From:Ed Heil <edheil@...>
Date:Tuesday, August 10, 1999, 20:48
Boudewijn Rempt wrote:

> On Mon, 9 Aug 1999, Ed Heil wrote: > > > Well, read _Foundations of Cognitive Grammar,_ Vol. I & II, and then > > tell me if you still think it's a notational variant. > > Perhaps - but I first want to finish Palmers _Grammatical Relations_, > Nichols _Diversity in Time and Space_, and LaPollas _Syntax_ is coming > from Amazon, as is part II of Holms Pidgin. And I think I had quite > enough after reading the paper - it's really not my cup of tea. I > think I need my fix of interlinear examples ;-).
Well, then I sent you to the wrong place, since the paper is just an outline of how the whole thing works and a comparison to other theories, not an example of its *use.*
> When I was very young I was interested in Functional Grammar, even to > the point of actually buying a book on it, and the FG claims are not much > different from the CG claims - but it hasn't been a lot of use to me, > and I wonder whether my experiences with CG would be different.
They might not be. But I'm very interested in the *how* of language use -- what is actually happening in our heads when we use language -- and not just in writing grammars. (Yes, I know, it is the duty of all young linguists to go out and record dying languages, and so on, but I'm not a young linguist, I'm a person who is interested in how language works.) CG and related theories feed those needs far better than anything else I've seen.

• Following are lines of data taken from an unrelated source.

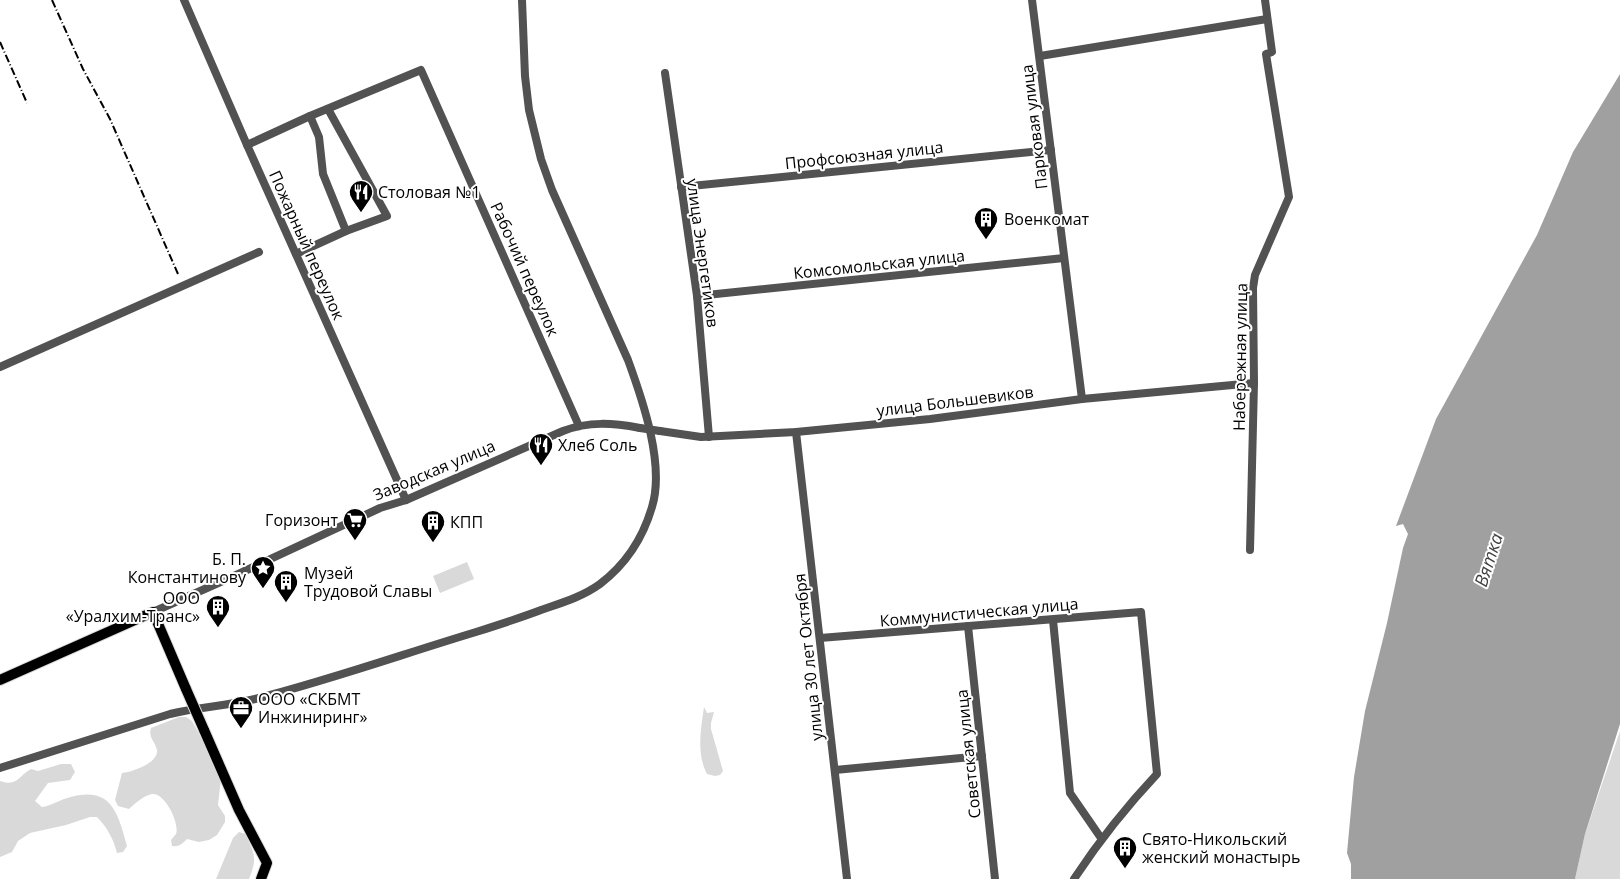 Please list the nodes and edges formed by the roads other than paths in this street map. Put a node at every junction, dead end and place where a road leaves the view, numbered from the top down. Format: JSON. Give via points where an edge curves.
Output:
{"nodes":[{"id":1,"x":184,"y":0,"type":"edge"},
{"id":2,"x":522,"y":0,"type":"edge"},
{"id":3,"x":1032,"y":0,"type":"edge"},
{"id":4,"x":1265,"y":0,"type":"edge"},
{"id":5,"x":1267,"y":19,"type":"junction"},
{"id":6,"x":1040,"y":56,"type":"junction"},
{"id":7,"x":665,"y":73,"type":"dead end"},
{"id":8,"x":328,"y":109,"type":"junction"},
{"id":9,"x":310,"y":116,"type":"junction"},
{"id":10,"x":247,"y":145,"type":"junction"},
{"id":11,"x":1051,"y":150,"type":"junction"},
{"id":12,"x":681,"y":188,"type":"junction"},
{"id":13,"x":346,"y":231,"type":"junction"},
{"id":14,"x":259,"y":252,"type":"dead end"},
{"id":15,"x":296,"y":254,"type":"junction"},
{"id":16,"x":1064,"y":258,"type":"junction"},
{"id":17,"x":697,"y":296,"type":"junction"},
{"id":18,"x":0,"y":366,"type":"edge"},
{"id":19,"x":1254,"y":382,"type":"junction"},
{"id":20,"x":1082,"y":399,"type":"junction"},
{"id":21,"x":579,"y":426,"type":"junction"},
{"id":22,"x":640,"y":428,"type":"joint"},
{"id":23,"x":796,"y":432,"type":"junction"},
{"id":24,"x":710,"y":437,"type":"junction"},
{"id":25,"x":406,"y":500,"type":"junction"},
{"id":26,"x":1250,"y":550,"type":"dead end"},
{"id":27,"x":153,"y":612,"type":"junction"},
{"id":28,"x":1053,"y":620,"type":"junction"},
{"id":29,"x":968,"y":626,"type":"junction"},
{"id":30,"x":820,"y":638,"type":"junction"},
{"id":31,"x":0,"y":680,"type":"edge"},
{"id":32,"x":982,"y":756,"type":"junction"},
{"id":33,"x":0,"y":768,"type":"edge"},
{"id":34,"x":834,"y":770,"type":"junction"},
{"id":35,"x":1101,"y":838,"type":"junction"},
{"id":36,"x":261,"y":879,"type":"edge"},
{"id":37,"x":847,"y":879,"type":"edge"},
{"id":38,"x":995,"y":879,"type":"edge"},
{"id":39,"x":1074,"y":879,"type":"edge"}],
"edges":[{"from":1,"to":10,"type":"street","name":"Пожарный переулок"},
{"from":2,"to":33,"type":"street","via":[[526,83],[532,128],[541,159],[628,360],[655,458],[655,498],[635,545],[606,579],[568,601],[288,690],[170,714]]},
{"from":3,"to":6,"type":"street","name":"Парковая улица"},
{"from":4,"to":5,"type":"street","name":"Набережная улица"},
{"from":5,"to":6,"type":"street"},
{"from":5,"to":19,"type":"street","name":"Набережная улица","via":[[1272,52],[1266,54],[1289,196],[1255,276],[1252,299]]},
{"from":6,"to":11,"type":"street","name":"Парковая улица"},
{"from":7,"to":12,"type":"street","name":"улица Энергетиков"},
{"from":8,"to":9,"type":"street"},
{"from":8,"to":13,"type":"street","via":[[387,216]]},
{"from":8,"to":21,"type":"street","name":"Рабочий переулок","via":[[421,70]]},
{"from":9,"to":10,"type":"street"},
{"from":9,"to":13,"type":"street","via":[[319,137],[323,174]]},
{"from":10,"to":15,"type":"street","name":"Пожарный переулок"},
{"from":11,"to":12,"type":"street","name":"Профсоюзная улица"},
{"from":11,"to":16,"type":"street","name":"Парковая улица"},
{"from":12,"to":17,"type":"street","name":"улица Энергетиков"},
{"from":13,"to":15,"type":"street"},
{"from":14,"to":18,"type":"street"},
{"from":15,"to":25,"type":"street","name":"Пожарный переулок"},
{"from":16,"to":17,"type":"street","name":"Комсомольская улица"},
{"from":16,"to":20,"type":"street","name":"Парковая улица"},
{"from":17,"to":24,"type":"street","name":"улица Энергетиков"},
{"from":19,"to":20,"type":"street","name":"улица Большевиков"},
{"from":19,"to":26,"type":"street","name":"Набережная улица"},
{"from":20,"to":23,"type":"street","name":"улица Большевиков"},
{"from":21,"to":22,"type":"street","name":"Заводская улица","via":[[611,424]]},
{"from":21,"to":25,"type":"street","name":"Заводская улица"},
{"from":22,"to":24,"type":"street","name":"улица Большевиков","bridge":true},
{"from":23,"to":24,"type":"street","name":"улица Большевиков"},
{"from":23,"to":30,"type":"street","name":"улица 30 лет Октября"},
{"from":25,"to":27,"type":"street","name":"Заводская улица","via":[[380,508]]},
{"from":27,"to":31,"type":"main road","name":"Заводская улица"},
{"from":27,"to":36,"type":"main road","bridge":true,"via":[[239,810],[267,863]]},
{"from":28,"to":29,"type":"street","name":"Коммунистическая улица"},
{"from":28,"to":35,"type":"street","via":[[1070,793]]},
{"from":28,"to":35,"type":"street","name":"Коммунистическая улица","via":[[1140,612],[1157,774]]},
{"from":29,"to":30,"type":"street","name":"Коммунистическая улица"},
{"from":29,"to":32,"type":"street","name":"Советская улица"},
{"from":30,"to":34,"type":"street","name":"улица 30 лет Октября"},
{"from":32,"to":34,"type":"street"},
{"from":32,"to":38,"type":"street","name":"Советская улица"},
{"from":34,"to":37,"type":"street","name":"улица 30 лет Октября"},
{"from":35,"to":39,"type":"street"}]} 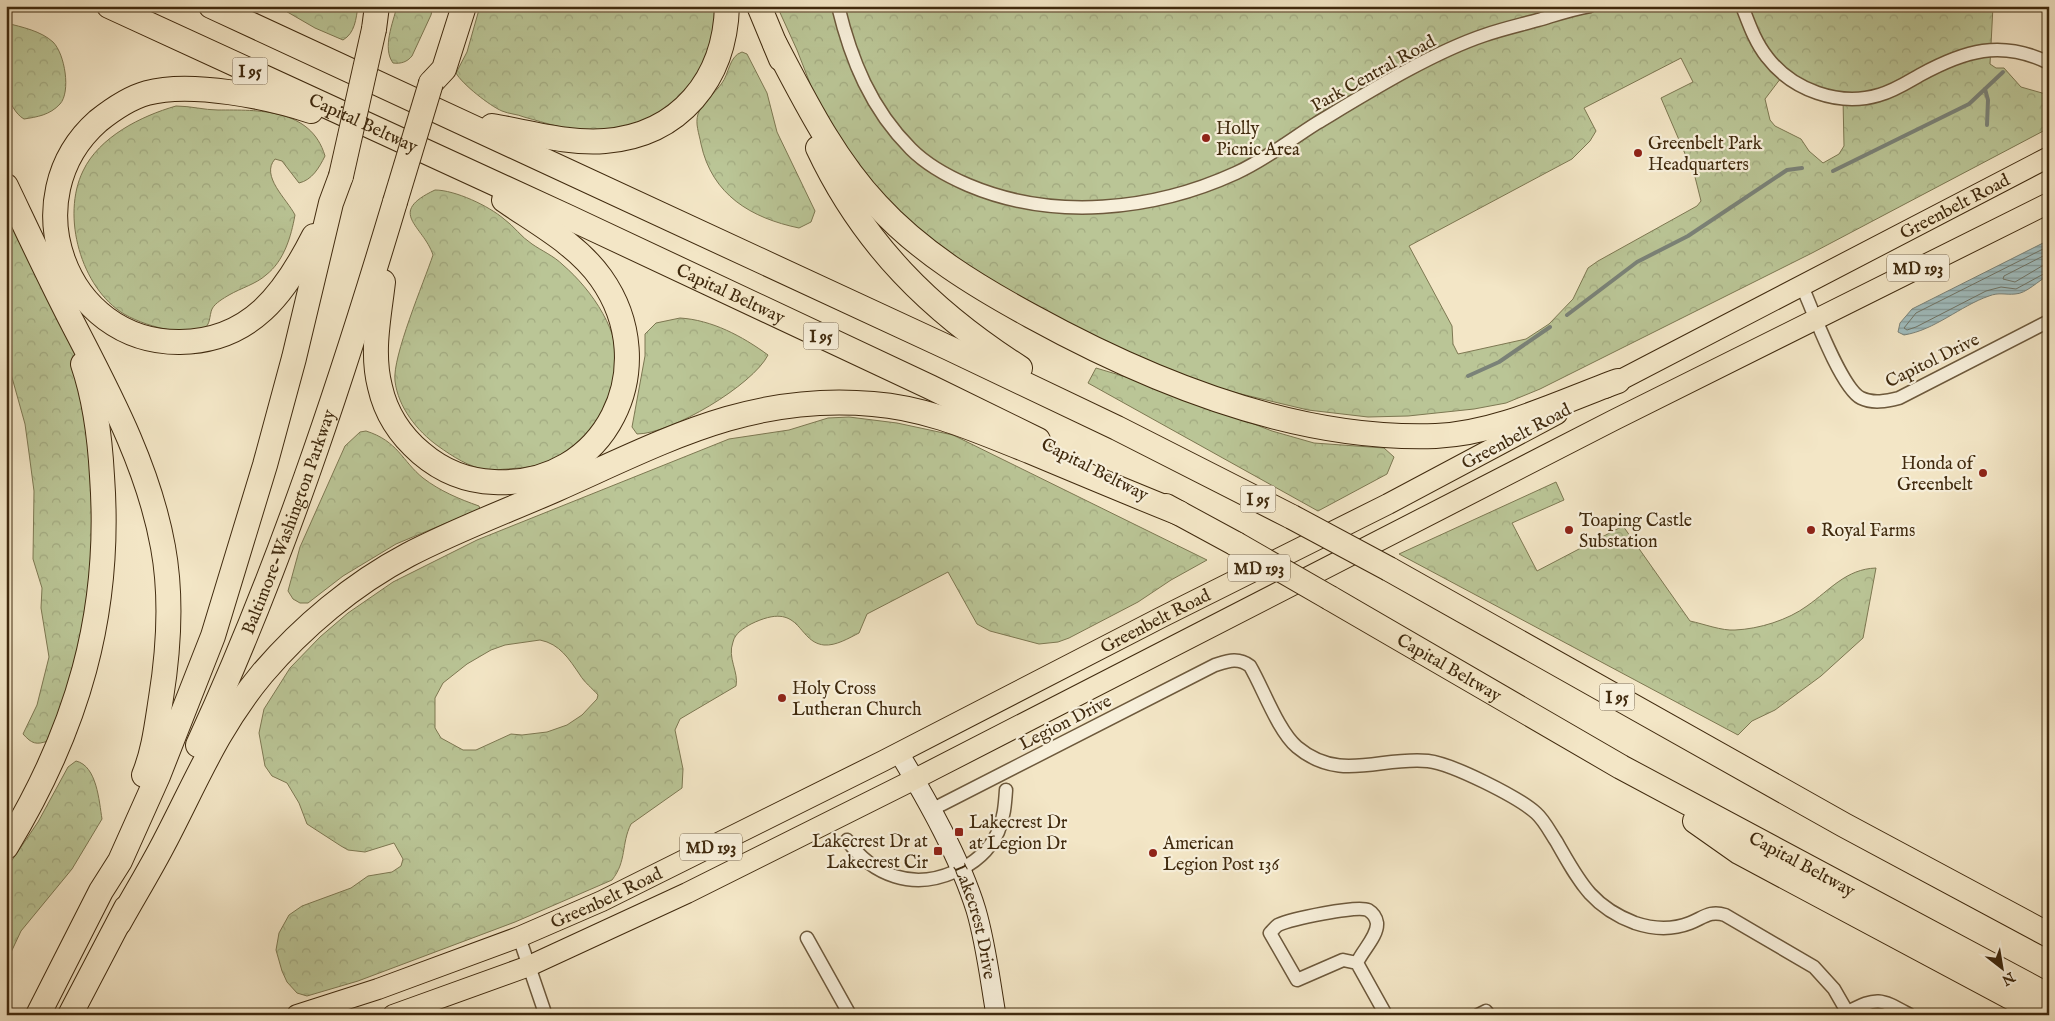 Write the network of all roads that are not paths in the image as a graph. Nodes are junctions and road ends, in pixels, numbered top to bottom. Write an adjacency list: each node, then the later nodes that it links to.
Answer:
1 (109, 6): 17 (highway, Capital Beltway / I 95)
2 (212, 6): 13 (highway, I 95)
3 (240, 6): 13 (highway)
4 (452, 6): 15 (highway, Baltimore-Washington Parkway)
5 (464, 6): 15 (highway)
6 (727, 6): 16 (highway)
7 (758, 6): 12 (highway)
8 (838, 6): 9 (street, Park Central Road)
9 (1590, 6)
10 (1742, 6): 14 (street)
11 (376, 18): 21 (highway, Baltimore-Washington Parkway, bridge)
12 (775, 44): 28 (highway); 29 (highway)
13 (331, 61): 16 (highway, I 95)
14 (2049, 63)
15 (431, 83): 23 (highway, Baltimore-Washington Parkway, bridge)
16 (462, 122): 29 (highway, I 95)
17 (391, 137): 19 (highway, Capital Beltway / I 95); 21 (highway)
18 (2049, 157): 24 (main road, Greenbelt Road / MD 193)
19 (457, 168): 23 (highway); 30 (highway, Capital Beltway / I 95)
20 (6, 186): 25 (highway)
21 (331, 203): 40 (highway, Baltimore-Washington Parkway)
22 (2049, 203): 26 (main road, Greenbelt Road / MD 193)
23 (393, 211): 42 (highway, Baltimore-Washington Parkway)
24 (1802, 286): 26 (street, Capitol Drive); 28 (main road, Greenbelt Road / MD 193)
25 (60, 298): 38 (highway); 40 (highway)
26 (1816, 319): 27 (street, Capitol Drive); 33 (main road, Greenbelt Road / MD 193)
27 (2049, 321)
28 (1618, 381): 31 (main road, Greenbelt Road / MD 193)
29 (1117, 428): 36 (highway, I 95, bridge)
30 (1180, 513): 32 (highway, Capital Beltway / I 95, bridge); 42 (highway)
31 (899, 753): 33 (street, Lakecrest Drive); 44 (main road, Greenbelt Road / MD 193)
32 (1621, 767): 49 (highway, Capital Beltway / I 95); 63 (highway)
33 (915, 779): 35 (street, Lakecrest Drive); 47 (main road, Greenbelt Road / MD 193)
34 (1006, 790): 39 (street)
35 (931, 810): 39 (street, Lakecrest Drive); 50 (street, Legion Drive)
36 (1844, 825): 41 (highway); 43 (highway, I 95)
37 (847, 840): 39 (street)
38 (6, 848)
39 (959, 870): 58 (street, Lakecrest Drive)
40 (101, 892): 51 (highway, Baltimore-Washington Parkway)
41 (2049, 921)
42 (119, 922): 52 (highway, Baltimore-Washington Parkway)
43 (2049, 935)
44 (520, 936): 47 (street); 53 (main road, Greenbelt Road / MD 193)
45 (807, 938): 57 (street)
46 (1357, 963): 46 (street); 59 (street)
47 (529, 966): 48 (main road, Greenbelt Road / MD 193); 56 (street)
48 (470, 988): 54 (main road, Greenbelt Road / MD 193); 55 (main road)
49 (2049, 996)
50 (1849, 1013): 62 (street)
51 (38, 1015)
52 (70, 1015)
53 (297, 1015)
54 (393, 1015)
55 (424, 1015)
56 (542, 1015)
57 (850, 1015)
58 (996, 1015)
59 (1386, 1015)
60 (1478, 1015): 61 (street)
61 (1489, 1015)
62 (1910, 1015)
63 (2044, 1015) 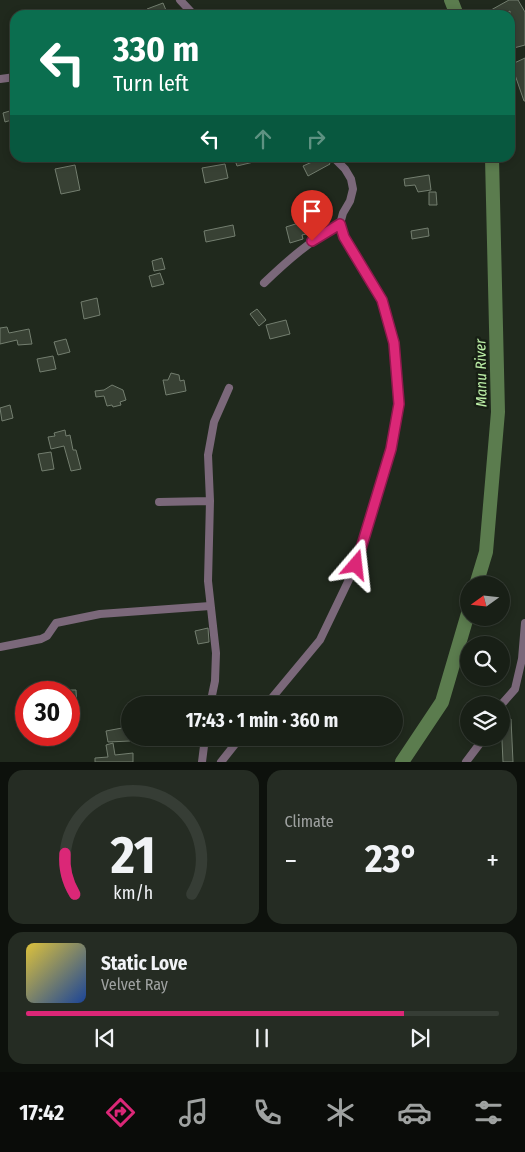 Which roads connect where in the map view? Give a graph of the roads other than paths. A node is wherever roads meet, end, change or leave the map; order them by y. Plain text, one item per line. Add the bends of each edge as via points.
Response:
1 (180, 0) edge
2 (189, 10) edge
3 (338, 162) edge
4 (340, 224) junction
5 (264, 283) dead end
6 (229, 388) dead end
7 (210, 501) junction
8 (160, 502) dead end
9 (210, 606) junction
10 (525, 623) edge
11 (0, 647) edge
12 (212, 696) edge
13 (273, 696) edge
14 (509, 696) edge
15 (204, 746) edge
16 (234, 746) edge
17 (478, 746) edge
18 (202, 762) edge
19 (222, 762) edge
20 (466, 762) edge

> > Or wait till I go back to school and become a *real* linguist > > someday, and see whether in the process I realize that Cog. Gram. is > > just a notational variant (since I've already read FOCG; that would > > save you the trouble). > > > > Now that's a deal - or when you find a grammar of an obscure language > written using the CG framework, you can alert me, and I'll try to obtain > and read it.
OK. I don't think any complete grammars have been written in it yet, but there are quite a number of papers which use the theory to attempt to explicate phenomena that are intractable to explain in other theories.
> > As for Sawila, all the Sawila that exists is in my Chanan Linguistics > > paper and the poem "Sila Samu I." However, Rob Nierse (whom I believe > > you know) has taken an interest in expanding the language, and to that > > end I have sent him all the information I have on it and the rules by > > which I constructed words for it. Perhaps he will take it new > > places! > > > > Yes, Rob had told me he had become active again, thanks to Sawila. His > Duzgur was really a very nice language. Perhaps it would be a nice > exercise to write another, more standard grammar of Sawila on the basis > of the available evidence, contrast the two?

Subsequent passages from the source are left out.